Given all of the above, Indonesia is particularly sensitive to non-resident portfolio capital flows. As the US Federal Reserve stays on course for monetary policy normalization and US bond yields rise, the BI has to follow through or even anticipate hikes to maintain or increase the interest rate differential, i.e., the difference between domestic rates or yields and other benchmarks such as US Treasuries. This is what is behind BI governor Perry Warjiyo’s ‘preemptive, front-loaded and ahead of the curve’ approach. Higher yields should favour domestic assets and thus prevent or limit capital outflows.

Policy actions have so far boosted BI’s credibility and the Indonesian Rupiah (IDR) has rebounded in recent weeks. While the IDR is still down 6.8% against the USD year-to-date (YTD), it has appreciated 4.9% since late October. Additional hikes are expected and will follow the evolution of the US monetary policy and risk sentiment. The current account gap is not expected to narrow substantially before H2 2019, as imports are currently sticky and exports are negatively affected by lower commodity prices and softer Asian growth.

In the Philippines, on the contrary, the BSP’s actions are designed primarily to prevent overheating and anchor inflation expectations. Macroeconomic imbalances in the Philippines are indeed mostly manifested internally. Over the last years the GDP has been growing above potential, which creates capacity constraints and inflationary pressures. Both unemployment and manufacturing spare capacity are close to all time record lows at respectively 5.4% and 15.8%.

Headline CPI inflation has reached a nine-year high of 6.7% y/y in recent months, considerably above the central bank 2 – 4% target. Core CPI inflation, which excludes food and energy prices, is also high at 4.6% y/y. Rice, the staple food in the country and the second-largest item in the CPI basket with a weight of nearly 10% of total, has been the key culprint for high headline inflation. Rice prices soared to 10.1% y/y in October from 1.4% early in the year as Super Typhoon Mangkhut devastated  crops and created supply shortages. The government is trying to ease the pain with emergency imports of rice, but prices are likely to respond gradually to supply normalization over the coming months. 

A plethora of other exogenous and temporary factors, including oil prices and the impact of recent indirect tax hikes on high-sugar drinks, fuel, tobacco and alcohol, also had their contribution. Minimum wage growth and transport rate hikes were an additional factor more recently. BSP’s credibility has also been boosted after the recent hikes. Inflation is expected to come down towards the target next year, with the BSP forecasting a 3.5% rate in 2019. The external environment is set to be supportive as oil prices have already started to go down substantially. The Philippine Peso has also rebounded by 3.4% in recent weeks, even if it is still 5.2% down YTD.

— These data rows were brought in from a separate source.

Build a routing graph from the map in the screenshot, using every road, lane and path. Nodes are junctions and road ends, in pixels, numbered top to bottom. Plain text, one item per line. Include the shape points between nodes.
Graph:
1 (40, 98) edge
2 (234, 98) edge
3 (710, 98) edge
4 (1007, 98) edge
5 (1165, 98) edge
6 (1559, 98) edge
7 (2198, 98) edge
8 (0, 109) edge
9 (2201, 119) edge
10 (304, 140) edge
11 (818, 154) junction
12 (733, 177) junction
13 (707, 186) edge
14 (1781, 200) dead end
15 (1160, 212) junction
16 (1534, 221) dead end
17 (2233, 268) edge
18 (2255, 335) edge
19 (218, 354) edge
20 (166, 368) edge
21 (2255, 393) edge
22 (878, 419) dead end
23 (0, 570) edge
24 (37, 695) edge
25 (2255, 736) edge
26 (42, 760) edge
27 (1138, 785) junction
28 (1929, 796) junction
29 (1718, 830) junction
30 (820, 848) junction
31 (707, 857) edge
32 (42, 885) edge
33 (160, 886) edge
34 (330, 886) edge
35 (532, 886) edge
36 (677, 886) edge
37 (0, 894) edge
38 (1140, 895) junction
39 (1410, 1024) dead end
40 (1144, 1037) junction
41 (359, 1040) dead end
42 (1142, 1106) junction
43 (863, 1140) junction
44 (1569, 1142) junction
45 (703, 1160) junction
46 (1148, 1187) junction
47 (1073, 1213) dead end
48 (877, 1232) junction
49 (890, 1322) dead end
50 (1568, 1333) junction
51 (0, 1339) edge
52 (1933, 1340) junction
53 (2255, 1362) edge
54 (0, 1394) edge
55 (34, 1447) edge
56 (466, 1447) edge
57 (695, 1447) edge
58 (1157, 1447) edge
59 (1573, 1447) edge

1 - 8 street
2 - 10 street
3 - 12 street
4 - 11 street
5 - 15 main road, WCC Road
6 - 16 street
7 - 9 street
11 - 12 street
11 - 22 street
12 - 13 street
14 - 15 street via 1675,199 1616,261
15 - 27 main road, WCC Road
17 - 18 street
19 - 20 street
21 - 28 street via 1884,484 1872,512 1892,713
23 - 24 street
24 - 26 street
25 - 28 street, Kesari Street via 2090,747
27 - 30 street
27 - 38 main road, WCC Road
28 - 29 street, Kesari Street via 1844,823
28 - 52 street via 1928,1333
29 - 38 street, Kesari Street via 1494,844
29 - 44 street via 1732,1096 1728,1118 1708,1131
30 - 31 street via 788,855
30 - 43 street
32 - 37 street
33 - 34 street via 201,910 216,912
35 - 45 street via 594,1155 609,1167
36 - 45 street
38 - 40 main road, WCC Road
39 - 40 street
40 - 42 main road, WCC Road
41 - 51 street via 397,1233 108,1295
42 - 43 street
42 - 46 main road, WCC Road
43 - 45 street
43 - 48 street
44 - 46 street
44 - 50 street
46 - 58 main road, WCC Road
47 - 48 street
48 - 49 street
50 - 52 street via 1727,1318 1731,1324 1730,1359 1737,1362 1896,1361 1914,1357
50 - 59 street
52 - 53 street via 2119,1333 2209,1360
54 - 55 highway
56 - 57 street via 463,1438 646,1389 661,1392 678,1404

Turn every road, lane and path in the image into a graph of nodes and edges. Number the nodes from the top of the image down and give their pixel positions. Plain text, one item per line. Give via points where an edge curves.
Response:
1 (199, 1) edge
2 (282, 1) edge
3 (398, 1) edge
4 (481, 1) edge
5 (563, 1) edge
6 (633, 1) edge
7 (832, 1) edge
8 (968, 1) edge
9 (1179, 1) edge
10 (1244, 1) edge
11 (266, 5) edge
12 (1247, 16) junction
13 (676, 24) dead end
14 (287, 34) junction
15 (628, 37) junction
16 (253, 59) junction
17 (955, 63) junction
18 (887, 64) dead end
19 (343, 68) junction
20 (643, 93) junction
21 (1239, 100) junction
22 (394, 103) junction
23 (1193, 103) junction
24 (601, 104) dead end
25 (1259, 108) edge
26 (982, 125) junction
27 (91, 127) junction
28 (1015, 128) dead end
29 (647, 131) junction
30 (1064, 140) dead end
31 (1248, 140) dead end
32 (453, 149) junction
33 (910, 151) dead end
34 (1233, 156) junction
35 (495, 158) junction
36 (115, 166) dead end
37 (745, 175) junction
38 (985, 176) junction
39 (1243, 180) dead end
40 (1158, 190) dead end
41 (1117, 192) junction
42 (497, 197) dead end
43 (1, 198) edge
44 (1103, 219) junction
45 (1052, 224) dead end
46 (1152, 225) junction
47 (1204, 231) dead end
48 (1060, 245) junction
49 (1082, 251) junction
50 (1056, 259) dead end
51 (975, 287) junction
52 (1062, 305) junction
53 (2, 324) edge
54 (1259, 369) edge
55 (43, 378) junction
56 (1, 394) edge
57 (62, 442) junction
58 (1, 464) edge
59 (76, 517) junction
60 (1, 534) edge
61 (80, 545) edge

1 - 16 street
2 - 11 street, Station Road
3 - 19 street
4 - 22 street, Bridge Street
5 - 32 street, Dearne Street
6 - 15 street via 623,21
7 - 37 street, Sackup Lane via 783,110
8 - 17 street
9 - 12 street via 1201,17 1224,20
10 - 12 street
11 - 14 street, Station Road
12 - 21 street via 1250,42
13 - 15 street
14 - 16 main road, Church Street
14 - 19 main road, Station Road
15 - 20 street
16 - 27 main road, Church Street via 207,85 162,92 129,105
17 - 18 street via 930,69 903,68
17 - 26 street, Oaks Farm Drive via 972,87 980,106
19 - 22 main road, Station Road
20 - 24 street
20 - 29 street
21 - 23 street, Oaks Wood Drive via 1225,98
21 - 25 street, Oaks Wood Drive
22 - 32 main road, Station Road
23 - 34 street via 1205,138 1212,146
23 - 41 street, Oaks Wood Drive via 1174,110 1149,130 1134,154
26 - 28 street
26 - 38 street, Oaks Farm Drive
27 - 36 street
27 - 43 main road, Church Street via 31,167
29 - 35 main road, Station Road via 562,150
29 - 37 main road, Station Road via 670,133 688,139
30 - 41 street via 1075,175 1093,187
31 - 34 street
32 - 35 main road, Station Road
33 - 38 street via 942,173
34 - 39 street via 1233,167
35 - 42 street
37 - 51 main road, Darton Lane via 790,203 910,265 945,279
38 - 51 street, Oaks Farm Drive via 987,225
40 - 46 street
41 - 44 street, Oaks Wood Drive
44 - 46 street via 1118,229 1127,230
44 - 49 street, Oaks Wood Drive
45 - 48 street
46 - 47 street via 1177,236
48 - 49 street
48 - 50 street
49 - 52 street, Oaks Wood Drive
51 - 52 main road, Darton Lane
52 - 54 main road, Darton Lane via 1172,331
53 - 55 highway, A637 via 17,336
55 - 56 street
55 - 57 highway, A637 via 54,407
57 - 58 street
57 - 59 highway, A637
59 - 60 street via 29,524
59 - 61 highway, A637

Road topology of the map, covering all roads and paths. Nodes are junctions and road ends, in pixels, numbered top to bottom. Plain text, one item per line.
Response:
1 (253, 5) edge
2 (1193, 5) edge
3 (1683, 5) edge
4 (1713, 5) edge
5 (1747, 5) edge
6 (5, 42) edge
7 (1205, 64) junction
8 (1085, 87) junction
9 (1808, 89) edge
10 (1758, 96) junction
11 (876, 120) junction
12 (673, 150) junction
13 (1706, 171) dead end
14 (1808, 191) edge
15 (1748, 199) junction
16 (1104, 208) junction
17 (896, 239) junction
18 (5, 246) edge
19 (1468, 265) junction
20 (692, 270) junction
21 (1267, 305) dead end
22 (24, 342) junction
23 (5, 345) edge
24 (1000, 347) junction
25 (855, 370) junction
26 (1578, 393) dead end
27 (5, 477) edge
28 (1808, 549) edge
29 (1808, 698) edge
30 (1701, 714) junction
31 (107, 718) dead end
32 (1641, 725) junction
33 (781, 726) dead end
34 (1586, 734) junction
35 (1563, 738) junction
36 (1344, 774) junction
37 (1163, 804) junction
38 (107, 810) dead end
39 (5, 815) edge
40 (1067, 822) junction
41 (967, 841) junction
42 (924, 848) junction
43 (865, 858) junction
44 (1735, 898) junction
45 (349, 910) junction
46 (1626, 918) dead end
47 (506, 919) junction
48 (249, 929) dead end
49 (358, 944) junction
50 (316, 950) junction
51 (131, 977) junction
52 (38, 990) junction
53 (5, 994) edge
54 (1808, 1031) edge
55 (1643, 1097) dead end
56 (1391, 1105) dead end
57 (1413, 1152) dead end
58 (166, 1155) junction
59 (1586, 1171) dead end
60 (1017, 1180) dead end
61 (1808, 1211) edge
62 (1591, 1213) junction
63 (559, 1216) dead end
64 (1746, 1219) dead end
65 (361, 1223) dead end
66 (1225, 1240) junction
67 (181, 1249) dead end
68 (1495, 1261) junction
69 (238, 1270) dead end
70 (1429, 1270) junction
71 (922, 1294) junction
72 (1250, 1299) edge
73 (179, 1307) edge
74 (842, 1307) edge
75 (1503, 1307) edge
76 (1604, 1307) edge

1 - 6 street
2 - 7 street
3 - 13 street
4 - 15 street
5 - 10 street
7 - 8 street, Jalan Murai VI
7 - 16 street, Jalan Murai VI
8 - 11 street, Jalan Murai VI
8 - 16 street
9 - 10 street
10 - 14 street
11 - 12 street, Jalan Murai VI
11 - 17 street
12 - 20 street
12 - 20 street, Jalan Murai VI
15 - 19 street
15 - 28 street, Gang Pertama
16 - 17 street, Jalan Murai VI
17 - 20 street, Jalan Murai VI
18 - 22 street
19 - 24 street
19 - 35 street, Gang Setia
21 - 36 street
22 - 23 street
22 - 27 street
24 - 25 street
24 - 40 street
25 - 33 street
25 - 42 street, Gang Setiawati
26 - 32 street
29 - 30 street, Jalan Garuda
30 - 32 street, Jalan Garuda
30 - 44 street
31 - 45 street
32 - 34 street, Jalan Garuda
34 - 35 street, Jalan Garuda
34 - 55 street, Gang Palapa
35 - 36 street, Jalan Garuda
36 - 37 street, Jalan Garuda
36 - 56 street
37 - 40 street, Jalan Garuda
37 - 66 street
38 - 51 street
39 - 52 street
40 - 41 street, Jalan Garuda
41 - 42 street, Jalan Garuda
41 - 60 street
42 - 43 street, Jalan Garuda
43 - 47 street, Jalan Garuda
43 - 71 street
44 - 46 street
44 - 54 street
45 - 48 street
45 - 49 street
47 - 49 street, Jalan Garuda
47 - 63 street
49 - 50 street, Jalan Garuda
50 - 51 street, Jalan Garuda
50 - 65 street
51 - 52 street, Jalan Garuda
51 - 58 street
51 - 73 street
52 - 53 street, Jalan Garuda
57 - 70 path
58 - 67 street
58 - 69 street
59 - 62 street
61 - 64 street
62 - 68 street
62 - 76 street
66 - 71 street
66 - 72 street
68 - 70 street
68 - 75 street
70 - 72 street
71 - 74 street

In short, strong monetary policy actions in Indonesia and the Philippines were important to increase central bank credibility during a period of shocks. However, the root causes for action differed in both countries. In Indonesia, the main objective is to tackle external imbalances and cover for current account deficits and foreign liabilities, while in the Philippines actions are targeting internal imbalances to curb inflationary pressures.